• _REQUIREMENT_: Only one stretch of the records below should be repeated. It starts with the line containing "auto F=[&](const char*" and goes on through the line containing "auto P=[&](const char*", exactly as written.

Segment Start: STORED DATA

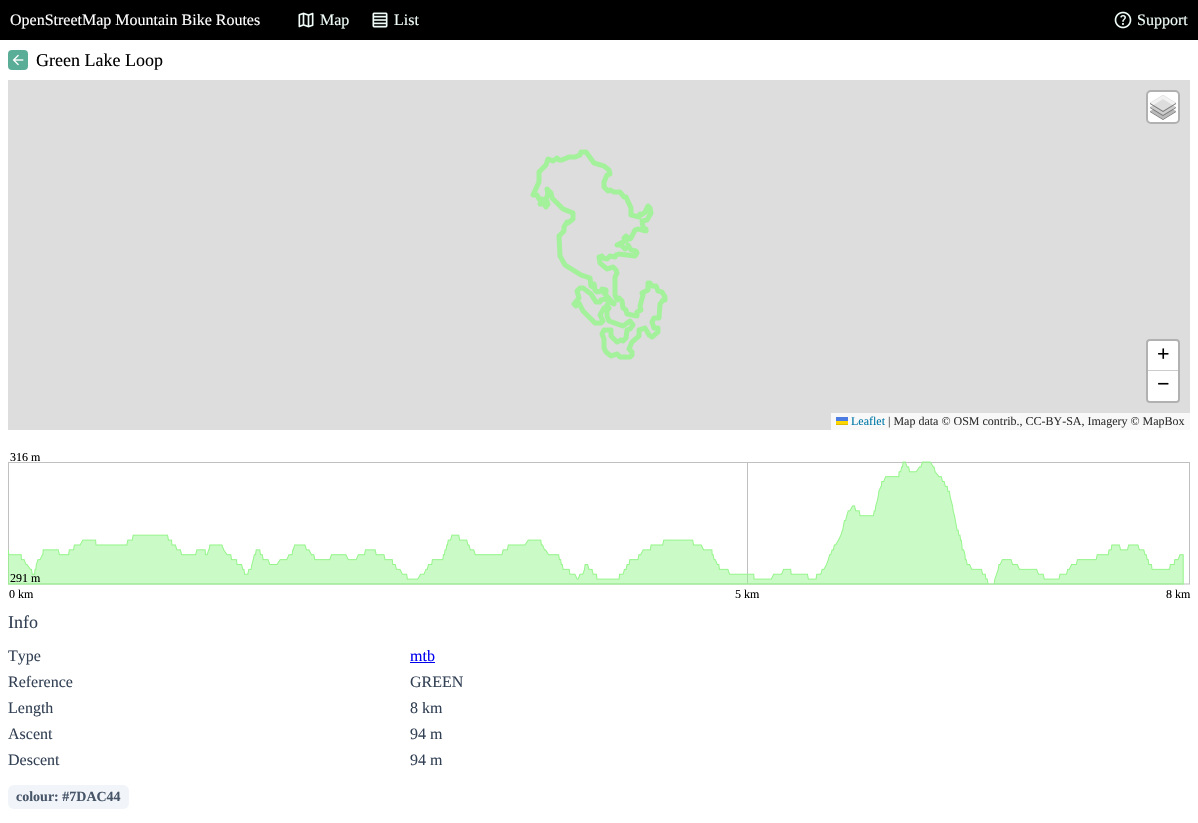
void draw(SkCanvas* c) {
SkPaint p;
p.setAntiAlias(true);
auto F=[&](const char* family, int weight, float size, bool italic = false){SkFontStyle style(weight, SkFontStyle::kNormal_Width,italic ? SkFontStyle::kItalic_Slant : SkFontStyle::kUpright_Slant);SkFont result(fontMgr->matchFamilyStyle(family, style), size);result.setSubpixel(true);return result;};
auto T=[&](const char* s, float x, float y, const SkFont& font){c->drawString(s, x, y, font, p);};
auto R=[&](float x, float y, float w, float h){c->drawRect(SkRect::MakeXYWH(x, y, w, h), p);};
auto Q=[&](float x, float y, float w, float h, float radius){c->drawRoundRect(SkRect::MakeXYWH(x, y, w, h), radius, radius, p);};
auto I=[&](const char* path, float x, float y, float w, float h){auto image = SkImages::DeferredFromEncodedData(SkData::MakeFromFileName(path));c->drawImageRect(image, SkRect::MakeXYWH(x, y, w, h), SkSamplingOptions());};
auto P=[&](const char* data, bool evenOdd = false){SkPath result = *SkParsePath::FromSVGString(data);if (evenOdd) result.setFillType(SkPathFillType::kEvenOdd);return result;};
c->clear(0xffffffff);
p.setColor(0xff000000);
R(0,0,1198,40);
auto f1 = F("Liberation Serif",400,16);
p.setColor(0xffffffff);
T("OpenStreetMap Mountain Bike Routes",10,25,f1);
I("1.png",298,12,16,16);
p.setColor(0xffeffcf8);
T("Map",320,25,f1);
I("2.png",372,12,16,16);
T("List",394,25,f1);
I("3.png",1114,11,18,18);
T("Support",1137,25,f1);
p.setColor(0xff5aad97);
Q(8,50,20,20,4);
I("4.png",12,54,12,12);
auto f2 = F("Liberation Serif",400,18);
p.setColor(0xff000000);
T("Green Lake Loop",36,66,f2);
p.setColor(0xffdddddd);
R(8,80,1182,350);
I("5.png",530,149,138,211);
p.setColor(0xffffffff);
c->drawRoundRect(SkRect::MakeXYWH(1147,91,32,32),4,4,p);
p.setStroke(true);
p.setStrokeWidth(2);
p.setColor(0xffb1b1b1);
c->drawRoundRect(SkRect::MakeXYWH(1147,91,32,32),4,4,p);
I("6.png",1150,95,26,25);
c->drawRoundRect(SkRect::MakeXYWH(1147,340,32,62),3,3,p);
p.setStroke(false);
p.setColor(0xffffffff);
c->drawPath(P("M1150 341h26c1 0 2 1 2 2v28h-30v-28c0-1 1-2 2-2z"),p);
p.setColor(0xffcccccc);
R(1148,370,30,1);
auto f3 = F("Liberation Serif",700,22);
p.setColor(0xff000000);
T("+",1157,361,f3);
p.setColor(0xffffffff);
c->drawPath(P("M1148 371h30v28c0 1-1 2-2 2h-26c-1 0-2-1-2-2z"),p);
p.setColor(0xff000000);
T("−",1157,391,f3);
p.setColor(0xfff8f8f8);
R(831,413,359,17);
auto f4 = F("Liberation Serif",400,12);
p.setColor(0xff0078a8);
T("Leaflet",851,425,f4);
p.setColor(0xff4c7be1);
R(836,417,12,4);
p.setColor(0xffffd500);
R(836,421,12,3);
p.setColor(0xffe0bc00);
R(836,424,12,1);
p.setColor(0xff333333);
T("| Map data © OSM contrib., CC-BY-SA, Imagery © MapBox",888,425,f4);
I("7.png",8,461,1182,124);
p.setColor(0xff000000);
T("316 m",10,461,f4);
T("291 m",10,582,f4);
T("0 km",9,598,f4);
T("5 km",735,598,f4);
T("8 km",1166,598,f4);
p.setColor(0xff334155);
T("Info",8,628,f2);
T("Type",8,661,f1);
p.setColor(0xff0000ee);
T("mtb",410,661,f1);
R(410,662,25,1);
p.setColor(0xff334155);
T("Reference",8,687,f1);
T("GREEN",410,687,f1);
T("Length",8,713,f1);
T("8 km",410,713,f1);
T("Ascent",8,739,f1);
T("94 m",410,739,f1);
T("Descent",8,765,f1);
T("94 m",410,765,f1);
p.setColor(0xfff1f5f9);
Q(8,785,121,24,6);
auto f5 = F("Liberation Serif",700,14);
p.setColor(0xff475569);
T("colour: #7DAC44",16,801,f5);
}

Segment End: STORED DATA

• _ANSWER AREA_:
auto F=[&](const char* family, int weight, float size, bool italic = false){SkFontStyle style(weight, SkFontStyle::kNormal_Width,italic ? SkFontStyle::kItalic_Slant : SkFontStyle::kUpright_Slant);SkFont result(fontMgr->matchFamilyStyle(family, style), size);result.setSubpixel(true);return result;};
auto T=[&](const char* s, float x, float y, const SkFont& font){c->drawString(s, x, y, font, p);};
auto R=[&](float x, float y, float w, float h){c->drawRect(SkRect::MakeXYWH(x, y, w, h), p);};
auto Q=[&](float x, float y, float w, float h, float radius){c->drawRoundRect(SkRect::MakeXYWH(x, y, w, h), radius, radius, p);};
auto I=[&](const char* path, float x, float y, float w, float h){auto image = SkImages::DeferredFromEncodedData(SkData::MakeFromFileName(path));c->drawImageRect(image, SkRect::MakeXYWH(x, y, w, h), SkSamplingOptions());};
auto P=[&](const char* data, bool evenOdd = false){SkPath result = *SkParsePath::FromSVGString(data);if (evenOdd) result.setFillType(SkPathFillType::kEvenOdd);return result;};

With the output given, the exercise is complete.